## Saved data entries
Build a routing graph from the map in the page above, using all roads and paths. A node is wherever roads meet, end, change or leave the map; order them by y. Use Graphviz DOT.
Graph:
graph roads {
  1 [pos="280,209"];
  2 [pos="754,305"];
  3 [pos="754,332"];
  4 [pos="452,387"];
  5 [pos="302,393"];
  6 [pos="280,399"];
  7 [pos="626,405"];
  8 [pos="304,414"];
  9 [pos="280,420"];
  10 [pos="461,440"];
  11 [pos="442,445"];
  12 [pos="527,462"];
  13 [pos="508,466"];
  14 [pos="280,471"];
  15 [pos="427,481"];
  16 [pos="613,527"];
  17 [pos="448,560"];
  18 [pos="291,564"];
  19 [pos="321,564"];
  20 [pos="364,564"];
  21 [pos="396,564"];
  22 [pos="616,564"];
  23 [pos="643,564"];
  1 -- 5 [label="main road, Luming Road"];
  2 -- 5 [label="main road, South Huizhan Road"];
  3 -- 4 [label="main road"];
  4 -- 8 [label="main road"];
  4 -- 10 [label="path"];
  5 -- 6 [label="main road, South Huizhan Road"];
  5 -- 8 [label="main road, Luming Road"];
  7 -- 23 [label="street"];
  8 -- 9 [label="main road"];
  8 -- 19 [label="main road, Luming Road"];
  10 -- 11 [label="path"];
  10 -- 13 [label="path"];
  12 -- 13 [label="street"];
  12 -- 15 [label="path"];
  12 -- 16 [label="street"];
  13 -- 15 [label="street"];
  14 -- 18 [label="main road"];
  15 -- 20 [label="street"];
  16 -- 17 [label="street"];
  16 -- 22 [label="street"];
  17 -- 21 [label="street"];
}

## Task item
Output every line of the data again, exactly.

## Written solution
Build a routing graph from the map in the page above, using all roads and paths. A node is wherever roads meet, end, change or leave the map; order them by y. Use Graphviz DOT.
Graph:
graph roads {
  1 [pos="280,209"];
  2 [pos="754,305"];
  3 [pos="754,332"];
  4 [pos="452,387"];
  5 [pos="302,393"];
  6 [pos="280,399"];
  7 [pos="626,405"];
  8 [pos="304,414"];
  9 [pos="280,420"];
  10 [pos="461,440"];
  11 [pos="442,445"];
  12 [pos="527,462"];
  13 [pos="508,466"];
  14 [pos="280,471"];
  15 [pos="427,481"];
  16 [pos="613,527"];
  17 [pos="448,560"];
  18 [pos="291,564"];
  19 [pos="321,564"];
  20 [pos="364,564"];
  21 [pos="396,564"];
  22 [pos="616,564"];
  23 [pos="643,564"];
  1 -- 5 [label="main road, Luming Road"];
  2 -- 5 [label="main road, South Huizhan Road"];
  3 -- 4 [label="main road"];
  4 -- 8 [label="main road"];
  4 -- 10 [label="path"];
  5 -- 6 [label="main road, South Huizhan Road"];
  5 -- 8 [label="main road, Luming Road"];
  7 -- 23 [label="street"];
  8 -- 9 [label="main road"];
  8 -- 19 [label="main road, Luming Road"];
  10 -- 11 [label="path"];
  10 -- 13 [label="path"];
  12 -- 13 [label="street"];
  12 -- 15 [label="path"];
  12 -- 16 [label="street"];
  13 -- 15 [label="street"];
  14 -- 18 [label="main road"];
  15 -- 20 [label="street"];
  16 -- 17 [label="street"];
  16 -- 22 [label="street"];
  17 -- 21 [label="street"];
}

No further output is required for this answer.